Ofcourse, this will all pass. My rational mind knows this. This is a phase, it will gradually come to an end. Comparing this to when other relationships I my life have gone bad (friendships or love), I'm actually handling this fairly well. And so I know this will pass.

However, feelings don't listen to reason. So for now, I feel abandoned. Lonely. Hurt. Sad. Upset. Angry. Lost. And abandoned again, perhaps most of all. He didn't just abandon me, THAT I could probably handle. He abandoned US. What we had, both outside and during our sessions. He left something great, threw it asside as though it had no value. And I'm left here alone, unable to talk it over with him, wondering what on earth I did WRONG!?!

Sunday, January 2, 2011

A kinky New Years party

These last couple of days have been interesting. T and I invited a bunsh of kinky people for New Years Eve. We were having a party at our place. By chance or providence, only four beutiful, kinky, sexy, interesting girls said yes. So the last day of 2010, T was the only guy in a room full of girls. Let's just say he didn't mind. :P Our guests included B and Flower, whom I've mentioned in this blog before. (Check out the "Pseudonymes" link on the right side here, if you need reminding.)

Winter hollidays have been somewhat stressfull, with a lot of traveling. Besides, both T and I have come down with a cold that's left us tired and out of breath. We've gotten steadily better these last few days, and so a few hours before our guests arrived we had sex for the last time in 2010. It left me a bit sore, because my mind got horney a lot quicker than my body.. As usual. Doesn't matter though, the soreness is worth it every time it happens.

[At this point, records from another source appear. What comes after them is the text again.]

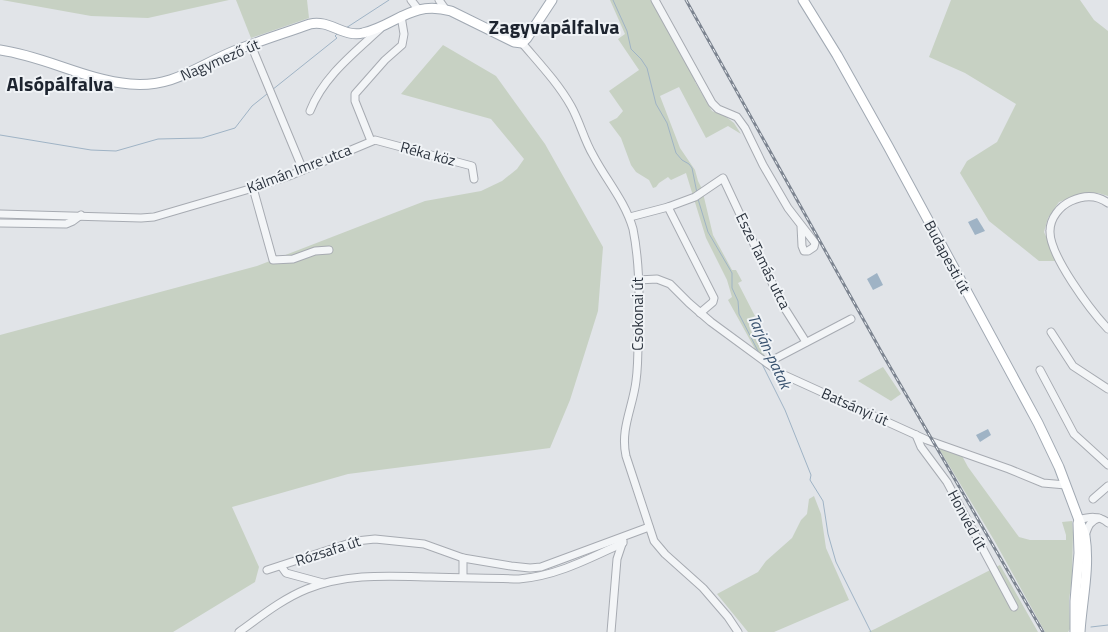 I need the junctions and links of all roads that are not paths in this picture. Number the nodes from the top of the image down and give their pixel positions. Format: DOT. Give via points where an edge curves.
graph roads {
  1 [pos="410,0"];
  2 [pos="439,0"];
  3 [pos="552,0"];
  4 [pos="655,0"];
  5 [pos="803,0"];
  6 [pos="418,9"];
  7 [pos="446,10"];
  8 [pos="401,16"];
  9 [pos="386,23"];
  10 [pos="350,33"];
  11 [pos="522,43"];
  12 [pos="252,45"];
  13 [pos="360,47"];
  14 [pos="0,50"];
  15 [pos="310,111"];
  16 [pos="371,141"];
  17 [pos="302,170"];
  18 [pos="474,179"];
  19 [pos="253,188"];
  20 [pos="1108,203"];
  21 [pos="668,207"];
  22 [pos="0,214"];
  23 [pos="81,215"];
  24 [pos="630,217"];
  25 [pos="0,223"];
  26 [pos="801,226"];
  27 [pos="330,250"];
  28 [pos="638,280"];
  29 [pos="700,313"];
  30 [pos="851,319"];
  31 [pos="1108,329"];
  32 [pos="1051,332"];
  33 [pos="806,342"];
  34 [pos="765,362"];
  35 [pos="1040,370"];
  36 [pos="1108,389"];
  37 [pos="916,436"];
  38 [pos="1108,465"];
  39 [pos="1066,485"];
  40 [pos="1108,486"];
  41 [pos="1093,499"];
  42 [pos="1099,518"];
  43 [pos="1078,520"];
  44 [pos="1108,523"];
  45 [pos="649,527"];
  46 [pos="1085,536"];
  47 [pos="623,539"];
  48 [pos="463,558"];
  49 [pos="281,566"];
  50 [pos="267,570"];
  51 [pos="464,577"];
  52 [pos="1081,582"];
  53 [pos="324,583"];
  54 [pos="1014,607"];
  55 [pos="1075,631"];
  56 [pos="239,632"];
  57 [pos="611,632"];
  58 [pos="738,632"];
  1 -- 6 [label="street"];
  2 -- 7 [label="street"];
  3 -- 11 [label="main road"];
  4 -- 26 [label="street" via="715,106 737,117 745,128 762,165"];
  5 -- 39 [label="main road, Budapesti út" via="888,146 1038,423"];
  6 -- 7 [label="main road" via="433,7"];
  6 -- 8 [label="main road"];
  7 -- 11 [label="main road"];
  8 -- 9 [label="main road"];
  8 -- 16 [label="street, Kálmán Imre utca" via="402,45 355,94"];
  9 -- 10 [label="main road" via="363,33"];
  9 -- 13 [label="street"];
  10 -- 12 [label="main road, Nagymező út" via="316,23"];
  10 -- 13 [label="street"];
  11 -- 24 [label="street, Csokonai út" via="571,106 593,156"];
  12 -- 14 [label="main road, Nagymező út" via="235,50 182,77 140,84 110,80"];
  12 -- 17 [label="street"];
  13 -- 15 [label="street" via="324,86"];
  16 -- 17 [label="street, Kálmán Imre utca"];
  16 -- 18 [label="street, Réka köz" via="472,166"];
  17 -- 19 [label="street, Kálmán Imre utca"];
  19 -- 23 [label="street, Kálmán Imre utca" via="154,216"];
  19 -- 27 [label="street" via="273,260 293,259 315,250"];
  20 -- 31 [label="street" via="1088,196 1069,202 1056,214 1050,231 1056,251 1072,281"];
  21 -- 24 [label="street"];
  21 -- 29 [label="street" via="714,298"];
  21 -- 33 [label="street, Esze Tamás utca" via="697,196 723,178 782,304"];
  22 -- 23 [label="street, Kálmán Imre utca"];
  23 -- 25 [label="street, Kálmán Imre utca" via="66,224"];
  24 -- 28 [label="street, Csokonai út"];
  28 -- 29 [label="street, Batsányi út" via="670,284"];
  28 -- 45 [label="street, Csokonai út" via="637,373 624,443"];
  29 -- 34 [label="street, Batsányi út"];
  30 -- 33 [label="street"];
  32 -- 36 [label="street" via="1073,366"];
  33 -- 34 [label="street"];
  34 -- 37 [label="street, Batsányi út" via="782,374"];
  35 -- 38 [label="street" via="1074,434"];
  37 -- 39 [label="street, Batsányi út" via="1043,483"];
  37 -- 54 [label="street, Honvéd út" via="946,482"];
  39 -- 43 [label="main road, Budapesti út"];
  40 -- 41 [label="street"];
  42 -- 43 [label="street"];
  42 -- 44 [label="street"];
  42 -- 46 [label="street" via="1088,526"];
  43 -- 46 [label="main road, Budapesti út"];
  43 -- 52 [label="main road"];
  45 -- 47 [label="street, Rózsafa út"];
  45 -- 58 [label="street, Csokonai út" via="660,549 703,588"];
  46 -- 52 [label="main road, Budapesti út" via="1087,560"];
  47 -- 48 [label="street, Rózsafa út" via="541,567"];
  47 -- 51 [label="street, Rózsafa út" via="563,570 544,576 519,579"];
  47 -- 57 [label="street" via="617,559"];
  48 -- 49 [label="street, Rózsafa út" via="424,544 366,539"];
  48 -- 51 [label="street"];
  49 -- 50 [label="street, Rózsafa út"];
  49 -- 53 [label="street, Rózsafa út" via="286,573"];
  51 -- 53 [label="street, Rózsafa út" via="379,575"];
  52 -- 55 [label="main road"];
  53 -- 56 [label="street, Rózsafa út" via="299,592"];
}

T and I talked a bit in advance about our guests and what might and might not happen. We were hoping T might have some fun with Flower. Our expectations were met, and then some. At one point, I was busy talking, cuddling (and tying up) one girl.. B was being grabbed and fondled by another girl.. And T was teasing and hurting Flower. All going on in our living room. (Good thing we have curtains!) Later on, I got to play with the girl B was somewhat involved with, while T was fondling B. So yeah, we were a big friendly bunsh of sexually open-minded people. There were no orgies, but everyone (except me) were topless at some point during the evening. :)

Everyone ended up spending the night with us, and we had a nice, late breakfast together before most of the girls left. Flower stayed with us, and that's when most of the real action started. I was really tired and not really in the mood for much action, but didn't mind T having some fun. He left the door to the room ajar, and I was welcome to enter at any time.

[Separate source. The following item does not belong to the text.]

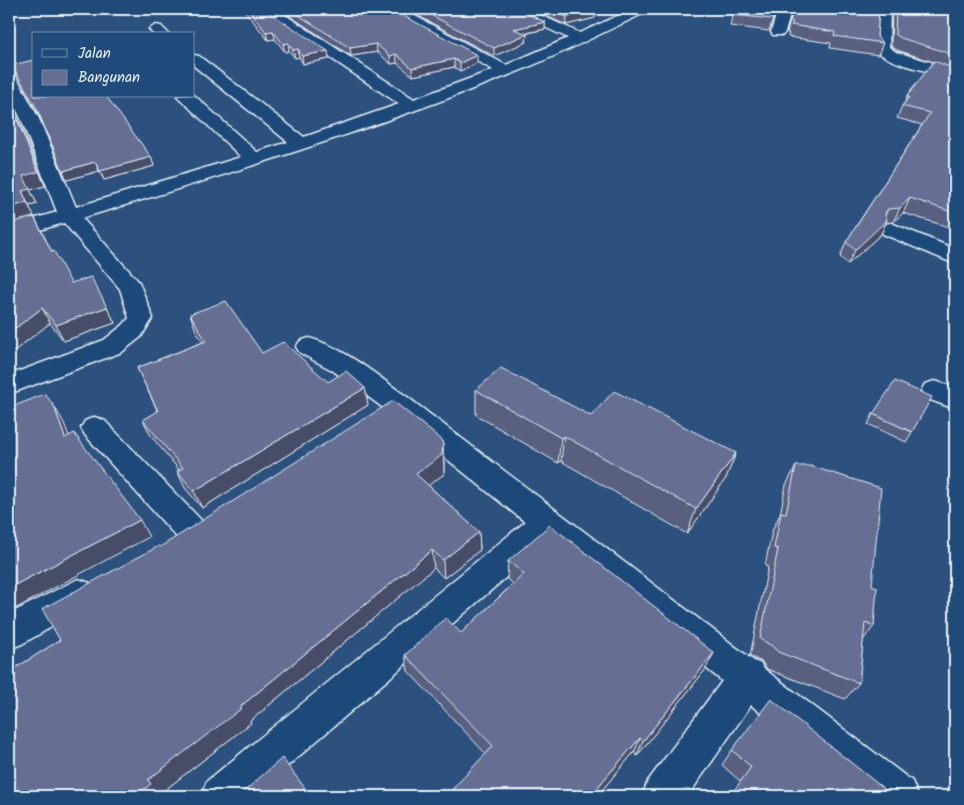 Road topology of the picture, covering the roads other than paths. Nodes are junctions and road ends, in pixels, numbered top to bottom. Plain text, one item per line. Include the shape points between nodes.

I did come in eventually, but didn't participate much. I wached, listled and got somewhat turned on by what was going on. So I mastrurbated while listening to Flower moaning. That was fun. Eventually, I also joined them in bed, but just to cuddle a bit. I wouldn't call that a threesome, but I think Flower did. After I left the room, T fucked her. Me joining them was important because it shows Flower that I am genuinly ok with this, it's not just something I'm saying to please T (or her).

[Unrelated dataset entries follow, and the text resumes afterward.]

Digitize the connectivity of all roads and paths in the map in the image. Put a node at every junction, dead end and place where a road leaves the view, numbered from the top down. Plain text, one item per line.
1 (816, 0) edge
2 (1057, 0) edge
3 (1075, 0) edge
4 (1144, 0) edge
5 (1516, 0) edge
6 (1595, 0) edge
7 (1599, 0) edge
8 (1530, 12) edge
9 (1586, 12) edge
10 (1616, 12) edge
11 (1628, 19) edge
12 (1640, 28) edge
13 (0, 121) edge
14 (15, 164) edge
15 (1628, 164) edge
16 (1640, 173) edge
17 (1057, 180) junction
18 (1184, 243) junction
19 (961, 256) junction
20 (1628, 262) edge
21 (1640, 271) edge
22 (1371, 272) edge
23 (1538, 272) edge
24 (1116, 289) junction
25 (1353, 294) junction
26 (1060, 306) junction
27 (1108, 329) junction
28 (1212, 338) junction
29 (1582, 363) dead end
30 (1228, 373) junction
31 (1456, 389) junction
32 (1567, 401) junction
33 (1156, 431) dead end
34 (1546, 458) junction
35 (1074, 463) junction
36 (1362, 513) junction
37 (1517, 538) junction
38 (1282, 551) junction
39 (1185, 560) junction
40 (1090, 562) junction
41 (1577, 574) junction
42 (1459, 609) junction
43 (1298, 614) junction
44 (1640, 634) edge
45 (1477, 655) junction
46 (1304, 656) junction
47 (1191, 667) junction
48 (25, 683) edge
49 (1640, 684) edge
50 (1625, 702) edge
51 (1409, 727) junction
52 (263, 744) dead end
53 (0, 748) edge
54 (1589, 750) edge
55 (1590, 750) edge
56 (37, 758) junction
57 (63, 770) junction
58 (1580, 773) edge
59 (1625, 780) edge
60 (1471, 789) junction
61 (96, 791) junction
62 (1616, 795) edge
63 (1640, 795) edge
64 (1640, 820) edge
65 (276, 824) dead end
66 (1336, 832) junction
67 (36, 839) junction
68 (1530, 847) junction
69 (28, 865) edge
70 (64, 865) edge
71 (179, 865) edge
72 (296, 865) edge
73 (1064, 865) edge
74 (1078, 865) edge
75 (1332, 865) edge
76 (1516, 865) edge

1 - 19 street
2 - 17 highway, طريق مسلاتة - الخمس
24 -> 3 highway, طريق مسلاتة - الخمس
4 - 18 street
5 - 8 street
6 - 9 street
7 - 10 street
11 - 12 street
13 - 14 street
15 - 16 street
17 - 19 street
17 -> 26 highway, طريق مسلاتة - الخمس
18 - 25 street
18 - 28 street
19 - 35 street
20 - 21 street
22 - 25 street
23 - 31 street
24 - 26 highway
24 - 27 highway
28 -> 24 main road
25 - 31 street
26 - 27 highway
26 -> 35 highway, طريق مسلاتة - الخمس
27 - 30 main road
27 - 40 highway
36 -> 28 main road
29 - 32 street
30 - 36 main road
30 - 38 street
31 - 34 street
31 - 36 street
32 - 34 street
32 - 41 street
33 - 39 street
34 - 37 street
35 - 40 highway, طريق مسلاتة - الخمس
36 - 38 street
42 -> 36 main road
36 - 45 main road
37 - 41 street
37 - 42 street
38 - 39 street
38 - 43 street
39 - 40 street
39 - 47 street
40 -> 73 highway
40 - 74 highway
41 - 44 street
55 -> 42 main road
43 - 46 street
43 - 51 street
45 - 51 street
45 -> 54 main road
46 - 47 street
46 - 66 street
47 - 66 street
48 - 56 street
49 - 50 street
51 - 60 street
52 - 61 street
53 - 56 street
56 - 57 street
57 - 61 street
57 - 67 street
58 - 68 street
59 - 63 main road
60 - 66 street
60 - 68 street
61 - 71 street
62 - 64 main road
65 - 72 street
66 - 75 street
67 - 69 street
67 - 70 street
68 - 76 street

Flower is nice, and her body is nice and I can definitly see why T is turned on by her. However, I'm not really that keen on fucking her. I'm not sure why, but it might partially be related to her age. (She's around 40, I think.) Another reason could be because I feel T deserves to have her a bit to himself. He doesn't get as many oportunities to play with others and I do, as he isn't in a steady BDSM relationship with anyone. And besides, it's always trickyer for dominant men than it is for dominant women to find a play partner. He deserves to have some fun, he deserves to get physically involved with someone without me looking over his shoulder all the time. We still tell eachother everything that's going on, and I trust him. That's enough for me.